The confirmation letter shows the core identifying details the IRS associates with your business, and every field matters when a third party cross-checks it. Reading it correctly prevents the mismatches that stall bank and processor applications.
Expect to see the following:
- Your legal business name exactly as registered, including any formatting the IRS recorded.
- The nine-digit EIN, usually formatted as two digits, a hyphen, then seven digits.
- The date the EIN was assigned.
- The form or tax obligations the IRS expects the entity to file.
- The IRS service center that processed the application.
The single most common problem is a name mismatch. If your bank application types the company name even slightly differently from the letter, the verification can fail. Always copy the name as it appears on the document, character for character.

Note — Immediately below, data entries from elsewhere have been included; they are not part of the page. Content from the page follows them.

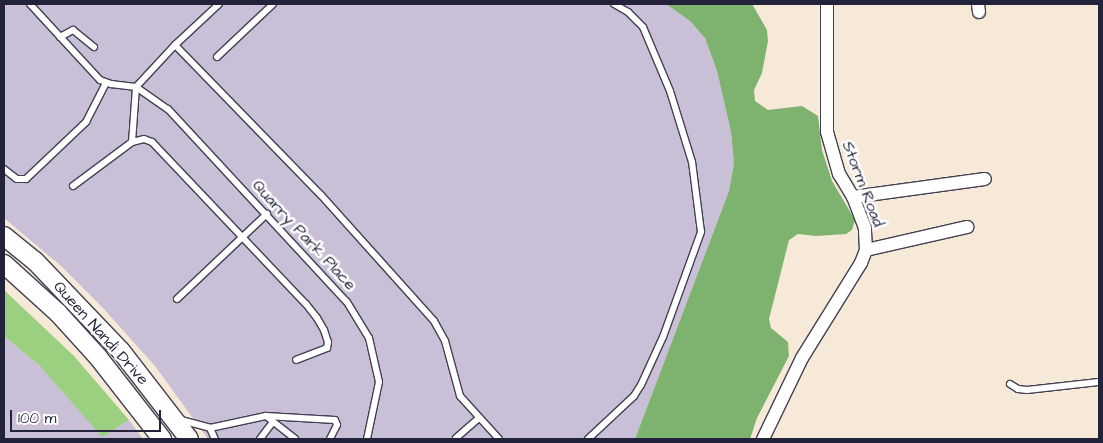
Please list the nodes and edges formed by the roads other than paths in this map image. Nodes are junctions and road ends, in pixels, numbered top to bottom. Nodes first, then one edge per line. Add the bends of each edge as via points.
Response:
1 (30, 4) edge
2 (219, 4) edge
3 (273, 4) edge
4 (614, 4) edge
5 (828, 4) edge
6 (60, 36) junction
7 (175, 45) junction
8 (94, 48) dead end
9 (217, 57) dead end
10 (106, 83) junction
11 (136, 87) junction
12 (132, 142) junction
13 (4, 169) edge
14 (985, 179) dead end
15 (73, 186) dead end
16 (853, 197) junction
17 (267, 214) junction
18 (967, 227) dead end
19 (4, 236) edge
20 (242, 238) junction
21 (866, 250) junction
22 (4, 264) edge
23 (177, 299) dead end
24 (296, 360) dead end
25 (1099, 382) edge
26 (1010, 384) dead end
27 (171, 415) junction
28 (266, 416) junction
29 (479, 418) junction
30 (273, 422) junction
31 (210, 428) junction
32 (456, 438) dead end
33 (496, 438) edge
34 (162, 439) edge
35 (189, 439) edge
36 (215, 439) edge
37 (260, 439) edge
38 (295, 439) edge
39 (330, 439) edge
40 (367, 439) edge
41 (588, 439) edge
42 (763, 439) edge

1 - 6 lane
2 - 7 lane
3 - 9 lane
4 - 41 lane via 628,12 642,27 670,91 692,162 701,232 663,337 641,385 634,396
5 - 16 street, Storm Road via 827,132 839,174
6 - 8 lane via 73,30
6 - 10 lane
7 - 11 lane
7 - 29 lane via 321,195 434,321 446,341 460,396
10 - 11 lane
10 - 13 lane via 86,122 26,180 17,179
11 - 12 lane
11 - 17 lane, Quarry Park Place via 159,100
12 - 15 lane
12 - 20 lane via 144,139 155,144
14 - 16 street
16 - 21 street, Storm Road via 865,228
17 - 20 lane
17 - 40 lane, Quarry Park Place via 347,302 369,338 379,382
18 - 21 street
19 - 27 main road, Queen Nandi Drive via 34,260 79,305 121,351
20 - 23 lane
20 - 24 lane via 306,304 324,330 328,342 325,351
21 - 42 street, Storm Road via 799,365
22 - 34 main road, Queen Nandi Drive via 58,313 98,357
25 - 26 lane via 1027,390 1018,390
27 - 31 lane
27 - 35 main road, Queen Nandi Drive
28 - 30 lane
28 - 31 lane
28 - 39 lane via 335,420 337,425
29 - 32 lane
29 - 33 lane
30 - 37 lane
30 - 38 lane
31 - 36 lane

How does the confirmation letter fit into forming a Wyoming LLC?
The confirmation letter is one of the final pieces in the formation sequence, arriving after the company legally exists. You form the entity first, then apply for the EIN, then receive the confirmation letter, and only after that can you confidently approach banks and processors. The order matters because the EIN application references your registered entity.
For a non-resident founder, a typical sequence looks like this:
- Register the Wyoming LLC with the Wyoming Secretary of State, which creates the legal entity.

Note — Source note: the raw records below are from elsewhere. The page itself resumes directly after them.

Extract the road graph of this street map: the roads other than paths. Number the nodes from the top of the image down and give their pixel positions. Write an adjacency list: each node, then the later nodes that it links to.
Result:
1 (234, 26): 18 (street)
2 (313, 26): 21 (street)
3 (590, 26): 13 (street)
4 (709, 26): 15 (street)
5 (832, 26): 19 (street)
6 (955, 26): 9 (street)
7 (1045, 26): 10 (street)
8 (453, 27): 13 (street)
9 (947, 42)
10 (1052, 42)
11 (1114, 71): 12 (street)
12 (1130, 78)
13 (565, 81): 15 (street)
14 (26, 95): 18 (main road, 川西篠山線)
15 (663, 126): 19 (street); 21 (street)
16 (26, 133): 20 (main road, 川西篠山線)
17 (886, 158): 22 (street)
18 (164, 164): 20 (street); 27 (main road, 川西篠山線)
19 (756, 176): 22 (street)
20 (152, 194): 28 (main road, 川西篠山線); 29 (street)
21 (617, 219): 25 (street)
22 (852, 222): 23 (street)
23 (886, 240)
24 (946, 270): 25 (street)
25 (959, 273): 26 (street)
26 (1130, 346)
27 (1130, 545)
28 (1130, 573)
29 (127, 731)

- Appoint a registered agent with a physical Wyoming address to receive official mail.
- File Form SS-4 with the IRS to obtain the EIN without an SSN.
- Receive the CP 575 confirmation letter as proof of the assigned EIN.
- Use a US business or mailing address and the confirmation letter to prepare for opening accounts.
CORPBOLT brings the Wyoming LLC, the EIN without an SSN, the registered agent, and a US business address together in one process built for non-resident founders, all fully remote with no US visit required. The banking step is preparation only: CORPBOLT helps you get bank-ready, but the bank or platform always makes the final decision on opening an account.
What should you do if you lose your confirmation letter?
If you lose your confirmation letter, you request a 147C letter from the IRS, which serves as the official replacement and confirms the same EIN. You do not lose your EIN when you lose the paper; the number stays assigned to your business permanently, and the 147C simply restores your proof of it.
The practical steps are straightforward. Contact the IRS Business and Specialty Tax Line, verify your identity and your authority to act for the business, and ask specifically for the 147C letter. The IRS can send it by mail or, in some cases, by fax. Keep the replacement somewhere safe and digital so you never have to repeat the process. For founders abroad, allowing extra time for international mail is wise, since the IRS controls how the document is delivered.
Frequently asked questions
Is an EIN confirmation letter the same as the EIN itself?
No. The EIN is the nine-digit number, while the confirmation letter is the IRS document that proves the number was assigned to your business. You need the letter to verify the number with banks and processors.
Can I get an EIN confirmation letter if I do not live in the US?
Yes. Non-resident founders obtain the EIN by filing Form SS-4 with the IRS by fax or mail, and the IRS issues the CP 575 confirmation letter once the application is processed. No SSN and no US visit are required to do this.
How long does the IRS take to send the confirmation letter?
The IRS controls the timing, so no provider can promise a specific date. When the SS-4 is filed by fax, the EIN assignment typically takes a few weeks, and the confirmation letter follows once the number is on record.
Does an EIN confirmation letter cost money?
The EIN and its confirmation letter are free from the IRS. You only pay a service to prepare and file the application correctly, never for the number or the letter itself.
Will a payment processor accept the 147C instead of the original?
Generally yes. The 147C is the official IRS replacement and confirms the same EIN, so it carries the same verification value as the original CP 575 for most banks and processors.